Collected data
####################

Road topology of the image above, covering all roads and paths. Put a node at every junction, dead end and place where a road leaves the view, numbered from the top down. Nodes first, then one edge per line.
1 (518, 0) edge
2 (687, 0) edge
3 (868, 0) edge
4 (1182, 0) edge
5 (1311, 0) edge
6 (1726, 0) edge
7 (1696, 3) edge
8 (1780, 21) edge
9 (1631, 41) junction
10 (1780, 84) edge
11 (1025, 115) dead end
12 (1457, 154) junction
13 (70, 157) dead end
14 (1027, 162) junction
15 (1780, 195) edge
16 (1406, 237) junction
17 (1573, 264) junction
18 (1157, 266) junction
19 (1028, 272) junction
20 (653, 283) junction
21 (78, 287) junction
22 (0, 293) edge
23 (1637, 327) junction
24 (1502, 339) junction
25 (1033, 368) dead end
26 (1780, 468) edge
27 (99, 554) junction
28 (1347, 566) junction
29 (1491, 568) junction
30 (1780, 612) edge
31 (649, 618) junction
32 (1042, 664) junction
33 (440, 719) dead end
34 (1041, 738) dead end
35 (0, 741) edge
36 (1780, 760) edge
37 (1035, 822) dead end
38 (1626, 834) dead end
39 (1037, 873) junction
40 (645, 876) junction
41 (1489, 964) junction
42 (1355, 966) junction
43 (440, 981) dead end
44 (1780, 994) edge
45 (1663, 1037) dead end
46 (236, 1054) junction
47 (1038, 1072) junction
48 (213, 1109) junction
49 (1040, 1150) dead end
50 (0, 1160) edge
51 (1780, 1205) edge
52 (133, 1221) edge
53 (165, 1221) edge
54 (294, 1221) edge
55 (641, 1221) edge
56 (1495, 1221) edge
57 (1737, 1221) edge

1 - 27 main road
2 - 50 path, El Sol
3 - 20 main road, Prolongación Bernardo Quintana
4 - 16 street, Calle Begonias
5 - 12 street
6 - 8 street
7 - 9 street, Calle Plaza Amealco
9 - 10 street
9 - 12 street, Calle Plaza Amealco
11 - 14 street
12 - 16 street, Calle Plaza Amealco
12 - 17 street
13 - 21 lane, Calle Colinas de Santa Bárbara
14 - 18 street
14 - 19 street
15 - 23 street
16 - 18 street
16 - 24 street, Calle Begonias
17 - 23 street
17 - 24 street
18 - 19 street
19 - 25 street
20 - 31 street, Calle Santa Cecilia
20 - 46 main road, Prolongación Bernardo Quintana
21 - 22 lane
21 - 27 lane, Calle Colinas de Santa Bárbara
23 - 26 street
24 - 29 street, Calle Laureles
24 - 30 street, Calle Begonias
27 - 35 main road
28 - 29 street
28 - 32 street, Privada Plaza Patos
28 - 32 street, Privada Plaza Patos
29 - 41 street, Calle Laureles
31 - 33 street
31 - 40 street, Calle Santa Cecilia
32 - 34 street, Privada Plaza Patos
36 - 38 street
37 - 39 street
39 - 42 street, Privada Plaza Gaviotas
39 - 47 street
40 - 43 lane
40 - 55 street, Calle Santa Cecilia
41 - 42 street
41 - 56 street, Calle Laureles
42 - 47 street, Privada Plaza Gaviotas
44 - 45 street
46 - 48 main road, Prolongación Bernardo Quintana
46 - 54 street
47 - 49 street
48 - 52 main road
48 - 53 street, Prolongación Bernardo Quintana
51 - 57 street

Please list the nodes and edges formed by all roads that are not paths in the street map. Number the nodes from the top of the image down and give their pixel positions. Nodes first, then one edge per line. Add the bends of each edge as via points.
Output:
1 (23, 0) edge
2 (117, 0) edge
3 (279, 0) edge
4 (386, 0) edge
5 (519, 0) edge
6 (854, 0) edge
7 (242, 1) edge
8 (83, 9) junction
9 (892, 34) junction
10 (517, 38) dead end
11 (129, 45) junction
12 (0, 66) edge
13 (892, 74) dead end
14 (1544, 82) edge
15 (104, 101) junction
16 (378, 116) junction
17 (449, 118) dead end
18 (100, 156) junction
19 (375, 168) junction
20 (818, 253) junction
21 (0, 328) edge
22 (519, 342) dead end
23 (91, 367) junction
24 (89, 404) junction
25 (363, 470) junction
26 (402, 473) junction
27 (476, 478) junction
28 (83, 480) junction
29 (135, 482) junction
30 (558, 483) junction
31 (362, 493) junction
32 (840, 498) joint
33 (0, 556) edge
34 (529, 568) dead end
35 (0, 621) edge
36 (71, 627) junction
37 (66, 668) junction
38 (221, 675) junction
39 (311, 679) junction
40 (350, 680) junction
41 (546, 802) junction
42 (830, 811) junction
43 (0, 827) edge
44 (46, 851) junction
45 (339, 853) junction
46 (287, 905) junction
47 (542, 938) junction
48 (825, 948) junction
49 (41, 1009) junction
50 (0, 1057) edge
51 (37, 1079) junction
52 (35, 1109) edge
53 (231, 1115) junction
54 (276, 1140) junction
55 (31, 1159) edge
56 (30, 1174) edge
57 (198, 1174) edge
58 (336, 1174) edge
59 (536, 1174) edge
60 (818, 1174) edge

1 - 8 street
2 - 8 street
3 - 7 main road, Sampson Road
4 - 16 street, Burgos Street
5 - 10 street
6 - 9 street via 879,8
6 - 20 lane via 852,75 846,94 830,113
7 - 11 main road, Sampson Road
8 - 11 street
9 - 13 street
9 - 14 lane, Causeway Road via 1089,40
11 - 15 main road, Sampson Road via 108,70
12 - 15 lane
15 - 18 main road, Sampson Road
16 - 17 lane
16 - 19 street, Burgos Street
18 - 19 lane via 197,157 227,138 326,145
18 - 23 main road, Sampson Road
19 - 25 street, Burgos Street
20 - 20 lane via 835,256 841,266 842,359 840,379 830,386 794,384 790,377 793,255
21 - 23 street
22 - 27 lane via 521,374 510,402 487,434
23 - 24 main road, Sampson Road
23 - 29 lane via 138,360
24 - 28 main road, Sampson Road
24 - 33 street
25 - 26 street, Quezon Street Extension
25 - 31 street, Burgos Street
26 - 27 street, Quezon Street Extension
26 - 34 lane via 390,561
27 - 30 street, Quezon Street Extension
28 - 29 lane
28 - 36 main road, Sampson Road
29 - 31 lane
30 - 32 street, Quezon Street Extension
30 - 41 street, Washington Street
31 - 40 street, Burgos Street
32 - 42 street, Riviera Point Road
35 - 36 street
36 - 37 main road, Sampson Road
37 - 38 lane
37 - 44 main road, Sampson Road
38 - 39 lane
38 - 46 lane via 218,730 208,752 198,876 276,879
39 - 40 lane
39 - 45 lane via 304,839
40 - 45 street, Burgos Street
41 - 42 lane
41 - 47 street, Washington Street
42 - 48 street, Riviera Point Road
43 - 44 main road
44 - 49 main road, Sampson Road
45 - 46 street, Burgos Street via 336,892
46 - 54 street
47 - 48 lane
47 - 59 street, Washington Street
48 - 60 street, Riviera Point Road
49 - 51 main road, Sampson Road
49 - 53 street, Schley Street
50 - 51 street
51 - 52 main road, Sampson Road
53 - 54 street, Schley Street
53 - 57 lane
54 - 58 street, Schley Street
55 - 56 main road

####################

**ABOUT THIS TASK:** Repeat every record exactly, so that nothing is lost or altered.

**REPLY:**
Road topology of the image above, covering all roads and paths. Put a node at every junction, dead end and place where a road leaves the view, numbered from the top down. Nodes first, then one edge per line.
1 (518, 0) edge
2 (687, 0) edge
3 (868, 0) edge
4 (1182, 0) edge
5 (1311, 0) edge
6 (1726, 0) edge
7 (1696, 3) edge
8 (1780, 21) edge
9 (1631, 41) junction
10 (1780, 84) edge
11 (1025, 115) dead end
12 (1457, 154) junction
13 (70, 157) dead end
14 (1027, 162) junction
15 (1780, 195) edge
16 (1406, 237) junction
17 (1573, 264) junction
18 (1157, 266) junction
19 (1028, 272) junction
20 (653, 283) junction
21 (78, 287) junction
22 (0, 293) edge
23 (1637, 327) junction
24 (1502, 339) junction
25 (1033, 368) dead end
26 (1780, 468) edge
27 (99, 554) junction
28 (1347, 566) junction
29 (1491, 568) junction
30 (1780, 612) edge
31 (649, 618) junction
32 (1042, 664) junction
33 (440, 719) dead end
34 (1041, 738) dead end
35 (0, 741) edge
36 (1780, 760) edge
37 (1035, 822) dead end
38 (1626, 834) dead end
39 (1037, 873) junction
40 (645, 876) junction
41 (1489, 964) junction
42 (1355, 966) junction
43 (440, 981) dead end
44 (1780, 994) edge
45 (1663, 1037) dead end
46 (236, 1054) junction
47 (1038, 1072) junction
48 (213, 1109) junction
49 (1040, 1150) dead end
50 (0, 1160) edge
51 (1780, 1205) edge
52 (133, 1221) edge
53 (165, 1221) edge
54 (294, 1221) edge
55 (641, 1221) edge
56 (1495, 1221) edge
57 (1737, 1221) edge

1 - 27 main road
2 - 50 path, El Sol
3 - 20 main road, Prolongación Bernardo Quintana
4 - 16 street, Calle Begonias
5 - 12 street
6 - 8 street
7 - 9 street, Calle Plaza Amealco
9 - 10 street
9 - 12 street, Calle Plaza Amealco
11 - 14 street
12 - 16 street, Calle Plaza Amealco
12 - 17 street
13 - 21 lane, Calle Colinas de Santa Bárbara
14 - 18 street
14 - 19 street
15 - 23 street
16 - 18 street
16 - 24 street, Calle Begonias
17 - 23 street
17 - 24 street
18 - 19 street
19 - 25 street
20 - 31 street, Calle Santa Cecilia
20 - 46 main road, Prolongación Bernardo Quintana
21 - 22 lane
21 - 27 lane, Calle Colinas de Santa Bárbara
23 - 26 street
24 - 29 street, Calle Laureles
24 - 30 street, Calle Begonias
27 - 35 main road
28 - 29 street
28 - 32 street, Privada Plaza Patos
28 - 32 street, Privada Plaza Patos
29 - 41 street, Calle Laureles
31 - 33 street
31 - 40 street, Calle Santa Cecilia
32 - 34 street, Privada Plaza Patos
36 - 38 street
37 - 39 street
39 - 42 street, Privada Plaza Gaviotas
39 - 47 street
40 - 43 lane
40 - 55 street, Calle Santa Cecilia
41 - 42 street
41 - 56 street, Calle Laureles
42 - 47 street, Privada Plaza Gaviotas
44 - 45 street
46 - 48 main road, Prolongación Bernardo Quintana
46 - 54 street
47 - 49 street
48 - 52 main road
48 - 53 street, Prolongación Bernardo Quintana
51 - 57 street

Please list the nodes and edges formed by all roads that are not paths in the street map. Number the nodes from the top of the image down and give their pixel positions. Nodes first, then one edge per line. Add the bends of each edge as via points.
Output:
1 (23, 0) edge
2 (117, 0) edge
3 (279, 0) edge
4 (386, 0) edge
5 (519, 0) edge
6 (854, 0) edge
7 (242, 1) edge
8 (83, 9) junction
9 (892, 34) junction
10 (517, 38) dead end
11 (129, 45) junction
12 (0, 66) edge
13 (892, 74) dead end
14 (1544, 82) edge
15 (104, 101) junction
16 (378, 116) junction
17 (449, 118) dead end
18 (100, 156) junction
19 (375, 168) junction
20 (818, 253) junction
21 (0, 328) edge
22 (519, 342) dead end
23 (91, 367) junction
24 (89, 404) junction
25 (363, 470) junction
26 (402, 473) junction
27 (476, 478) junction
28 (83, 480) junction
29 (135, 482) junction
30 (558, 483) junction
31 (362, 493) junction
32 (840, 498) joint
33 (0, 556) edge
34 (529, 568) dead end
35 (0, 621) edge
36 (71, 627) junction
37 (66, 668) junction
38 (221, 675) junction
39 (311, 679) junction
40 (350, 680) junction
41 (546, 802) junction
42 (830, 811) junction
43 (0, 827) edge
44 (46, 851) junction
45 (339, 853) junction
46 (287, 905) junction
47 (542, 938) junction
48 (825, 948) junction
49 (41, 1009) junction
50 (0, 1057) edge
51 (37, 1079) junction
52 (35, 1109) edge
53 (231, 1115) junction
54 (276, 1140) junction
55 (31, 1159) edge
56 (30, 1174) edge
57 (198, 1174) edge
58 (336, 1174) edge
59 (536, 1174) edge
60 (818, 1174) edge

1 - 8 street
2 - 8 street
3 - 7 main road, Sampson Road
4 - 16 street, Burgos Street
5 - 10 street
6 - 9 street via 879,8
6 - 20 lane via 852,75 846,94 830,113
7 - 11 main road, Sampson Road
8 - 11 street
9 - 13 street
9 - 14 lane, Causeway Road via 1089,40
11 - 15 main road, Sampson Road via 108,70
12 - 15 lane
15 - 18 main road, Sampson Road
16 - 17 lane
16 - 19 street, Burgos Street
18 - 19 lane via 197,157 227,138 326,145
18 - 23 main road, Sampson Road
19 - 25 street, Burgos Street
20 - 20 lane via 835,256 841,266 842,359 840,379 830,386 794,384 790,377 793,255
21 - 23 street
22 - 27 lane via 521,374 510,402 487,434
23 - 24 main road, Sampson Road
23 - 29 lane via 138,360
24 - 28 main road, Sampson Road
24 - 33 street
25 - 26 street, Quezon Street Extension
25 - 31 street, Burgos Street
26 - 27 street, Quezon Street Extension
26 - 34 lane via 390,561
27 - 30 street, Quezon Street Extension
28 - 29 lane
28 - 36 main road, Sampson Road
29 - 31 lane
30 - 32 street, Quezon Street Extension
30 - 41 street, Washington Street
31 - 40 street, Burgos Street
32 - 42 street, Riviera Point Road
35 - 36 street
36 - 37 main road, Sampson Road
37 - 38 lane
37 - 44 main road, Sampson Road
38 - 39 lane
38 - 46 lane via 218,730 208,752 198,876 276,879
39 - 40 lane
39 - 45 lane via 304,839
40 - 45 street, Burgos Street
41 - 42 lane
41 - 47 street, Washington Street
42 - 48 street, Riviera Point Road
43 - 44 main road
44 - 49 main road, Sampson Road
45 - 46 street, Burgos Street via 336,892
46 - 54 street
47 - 48 lane
47 - 59 street, Washington Street
48 - 60 street, Riviera Point Road
49 - 51 main road, Sampson Road
49 - 53 street, Schley Street
50 - 51 street
51 - 52 main road, Sampson Road
53 - 54 street, Schley Street
53 - 57 lane
54 - 58 street, Schley Street
55 - 56 main road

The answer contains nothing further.